迷路を方策勾配法で解く

October 20, 2019

前回はランダムに行動する方策を実装しましたが、今回は方策勾配法に従ってエージェントを動かしてみます。

まず使用するパッケージをインポートします。

# 使用するパッケージの宣言
import numpy as np
import matplotlib.pyplot as plt
%matplotlib inline

次に迷路の初期状態を描画します。

# 初期位置での迷路の様子
# 図を描く大きさと、図の変数名を宣言
fig = plt.figure(figsize=(5, 5))
ax = plt.gca()

# 赤い壁を描く
plt.plot([1, 1], [0, 1], color='red', linewidth=2)
plt.plot([1, 2], [2, 2], color='red', linewidth=2)
plt.plot([2, 2], [2, 1], color='red', linewidth=2)
plt.plot([2, 3], [1, 1], color='red', linewidth=2)

# 状態を示す文字S0～S8を描く
plt.text(0.5, 2.5, 'S0', size=14, ha='center')
plt.text(1.5, 2.5, 'S1', size=14, ha='center')
plt.text(2.5, 2.5, 'S2', size=14, ha='center')
plt.text(0.5, 1.5, 'S3', size=14, ha='center')
plt.text(1.5, 1.5, 'S4', size=14, ha='center')
plt.text(2.5, 1.5, 'S5', size=14, ha='center')
plt.text(0.5, 0.5, 'S6', size=14, ha='center')
plt.text(1.5, 0.5, 'S7', size=14, ha='center')
plt.text(2.5, 0.5, 'S8', size=14, ha='center')
plt.text(0.5, 2.3, 'START', ha='center')
plt.text(2.5, 0.3, 'GOAL', ha='center')

# 描画範囲の設定と目盛りを消す設定
ax.set_xlim(0, 3)
ax.set_ylim(0, 3)
plt.tick_params(axis='both', which='both', bottom='off', top='off',
                labelbottom='off', right='off', left='off', labelleft='off')

# 現在地S0に緑丸を描画する
line, = ax.plot([0.5], [2.5], marker="o", color='g', markersize=60)
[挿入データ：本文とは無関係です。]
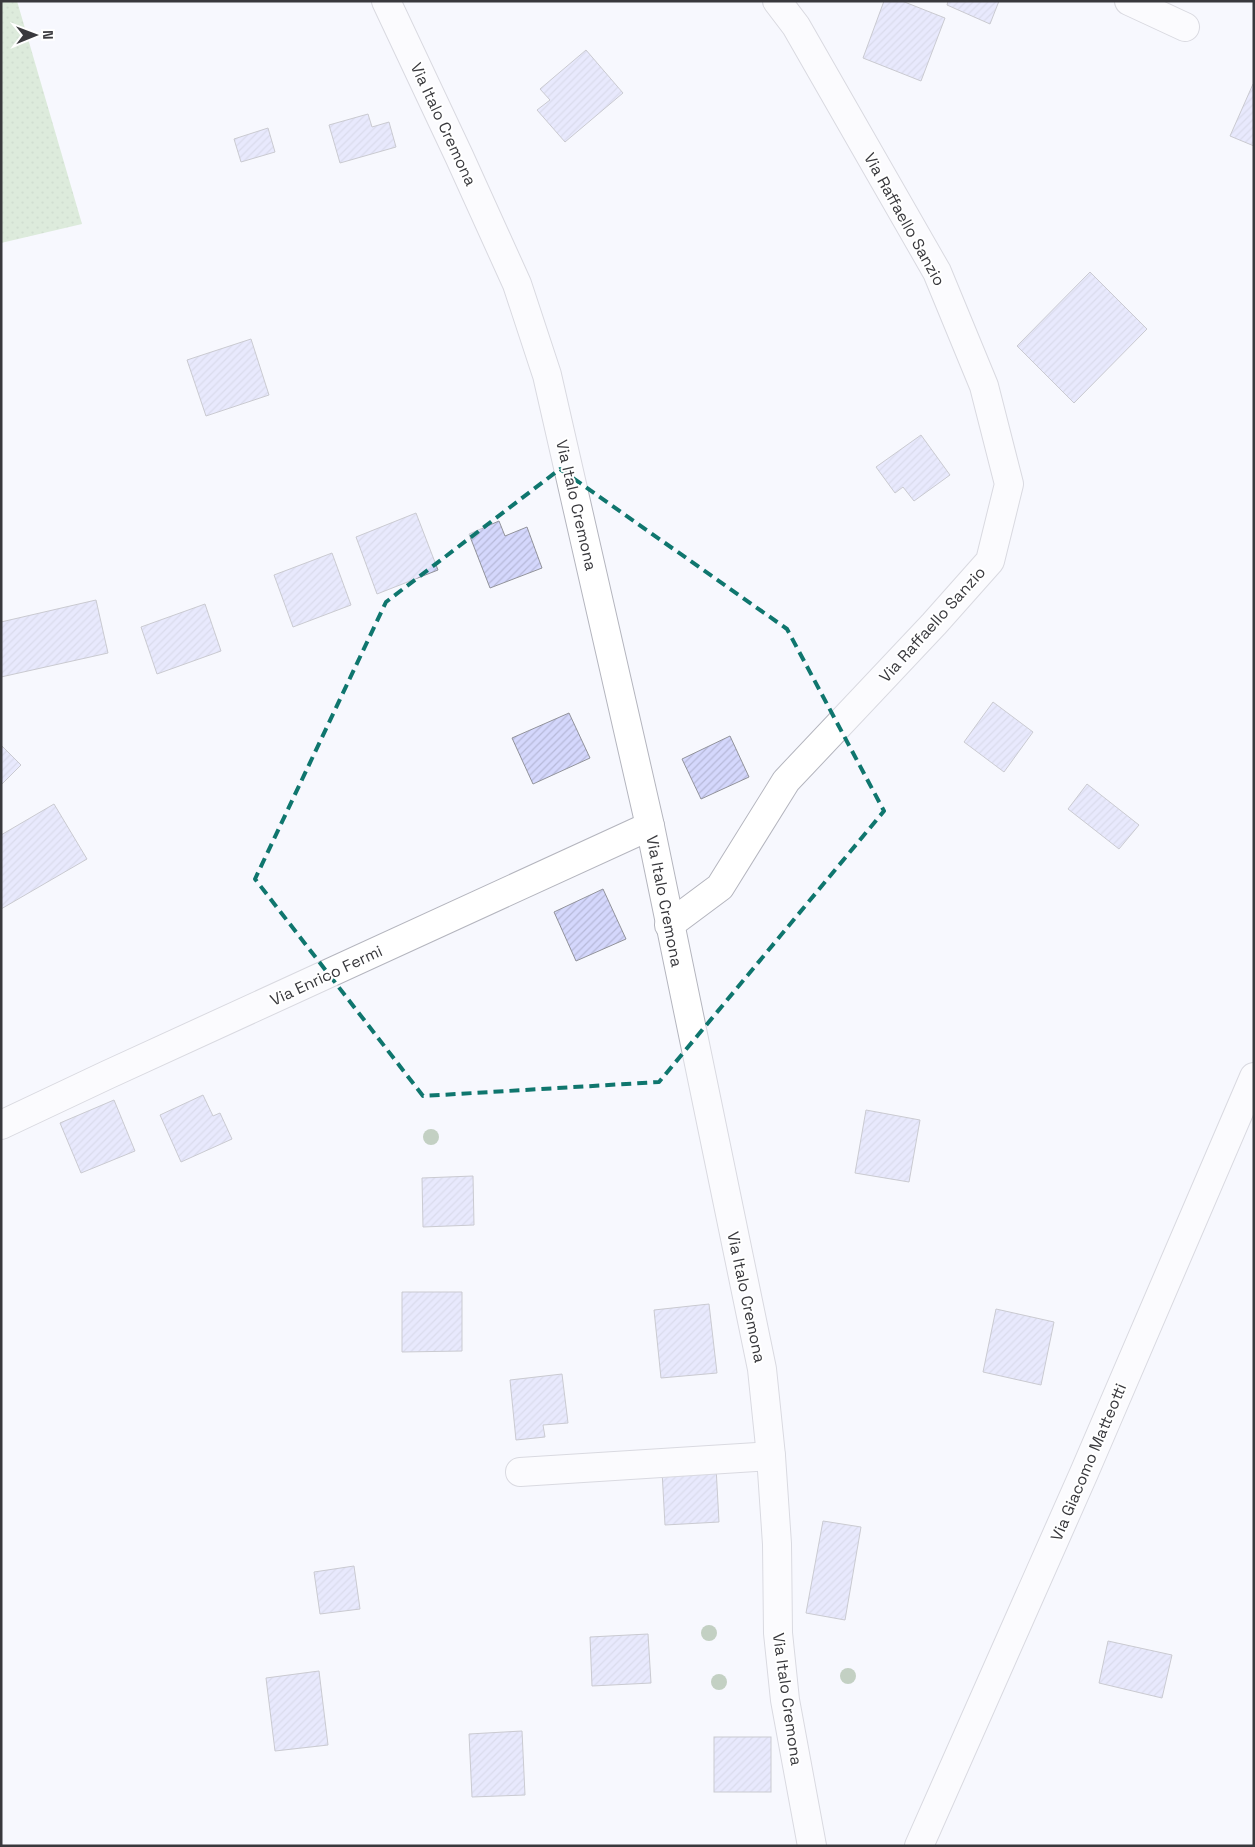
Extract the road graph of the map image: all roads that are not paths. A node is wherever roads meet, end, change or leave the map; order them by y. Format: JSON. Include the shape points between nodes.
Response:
{"nodes":[{"id":1,"x":386,"y":1,"type":"edge"},
{"id":2,"x":778,"y":1,"type":"edge"},
{"id":3,"x":1129,"y":1,"type":"edge"},
{"id":4,"x":1185,"y":26,"type":"dead end"},
{"id":5,"x":650,"y":826,"type":"junction"},
{"id":6,"x":670,"y":925,"type":"junction"},
{"id":7,"x":1254,"y":1077,"type":"edge"},
{"id":8,"x":1,"y":1125,"type":"edge"},
{"id":9,"x":771,"y":1456,"type":"junction"},
{"id":10,"x":520,"y":1472,"type":"dead end"},
{"id":11,"x":817,"y":1842,"type":"edge"},
{"id":12,"x":919,"y":1846,"type":"edge"}],
"edges":[{"from":1,"to":5,"type":"street","name":"Via Italo Cremona","via":[[517,284],[547,375]]},
{"from":2,"to":6,"type":"street","name":"Via Raffaello Sanzio","via":[[796,26],[937,272],[984,386],[1009,484],[990,561],[786,781],[720,887]]},
{"from":3,"to":4,"type":"street"},
{"from":5,"to":6,"type":"street","name":"Via Italo Cremona"},
{"from":5,"to":8,"type":"street","name":"Via Enrico Fermi"},
{"from":6,"to":9,"type":"street","name":"Via Italo Cremona","via":[[762,1369]]},
{"from":7,"to":12,"type":"street","name":"Via Giacomo Matteotti"},
{"from":9,"to":10,"type":"street"},
{"from":9,"to":11,"type":"street","name":"Via Italo Cremona","via":[[777,1544],[778,1633],[785,1700]]}]}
初期の方策を決定するパラメータtheta_0を設定します。

行は状態0～7を表し、列は上、右、下、左へ行動できるかどうかを表します。
状態8はゴールなので方策の定義は不要です。

# 初期の方策を決定するパラメータtheta_0を設定
# 行は状態0～7、列は移動方向で↑、→、↓、←を表す
theta_0 = np.array([[np.nan, 1, 1, np.nan],  # s0
                    [np.nan, 1, np.nan, 1],  # s1
                    [np.nan, np.nan, 1, 1],  # s2
                    [1, 1, 1, np.nan],  # s3
                    [np.nan, np.nan, 1, 1],  # s4
                    [1, np.nan, np.nan, np.nan],  # s5
                    [1, np.nan, np.nan, np.nan],  # s6
                    [1, 1, np.nan, np.nan],  # s7、※s8はゴールなので、方策はなし
                    ])

方策パラメータ(theta)をsoftmax関数で行動方策(pi)に変換する関数を定義します。
betaは逆温度と呼ばれ、小さいほど行動がランダムになります。
さらに指数関数(np.exp)を使って割合を計算しています。

softmax関数を使用するとパラメータθが負の値になっても方策を算出できるというメリットがあります。

# 方策パラメータthetaを行動方策piにソフトマックス関数で変換する手法の定義
def softmax_convert_into_pi_from_theta(theta):
    '''ソフトマックス関数で割合を計算する'''
    beta = 1.0
    [m, n] = theta.shape  # thetaの行列サイズを取得
    pi = np.zeros((m, n))

    exp_theta = np.exp(beta * theta)  # thetaをexp(theta)へと変換

    for i in range(0, m):
        # pi[i, :] = theta[i, :] / np.nansum(theta[i, :])
        # simpleに割合の計算の場合
        pi[i, :] = exp_theta[i, :] / np.nansum(exp_theta[i, :])
        # softmaxで計算の場合

    pi = np.nan_to_num(pi)  # nanを0に変換

    return pi

上記で定義したsoftmax_convert_into_pi_from_theta関数を使ってθ0から方策を算出します。

1
2
3

# 初期の方策pi_0を求める
pi_0 = softmax_convert_into_pi_from_theta(theta_0)
print(pi_0)

学習前のため前回(ランダム行動)の方策と同じ結果になりますが問題ありません。

続いてsoftmax関数による方策に従ってエージェントを行動させる関数を実装します。
1ステップ移動後のエージェントの状態とその時の行動を返します。

# 行動aと1step移動後の状態sを求める関数を定義
def get_action_and_next_s(pi, s):
    direction = ["up", "right", "down", "left"]
    # pi[s,:]の確率に従って、directionが選択される
    next_direction = np.random.choice(direction, p=pi[s, :])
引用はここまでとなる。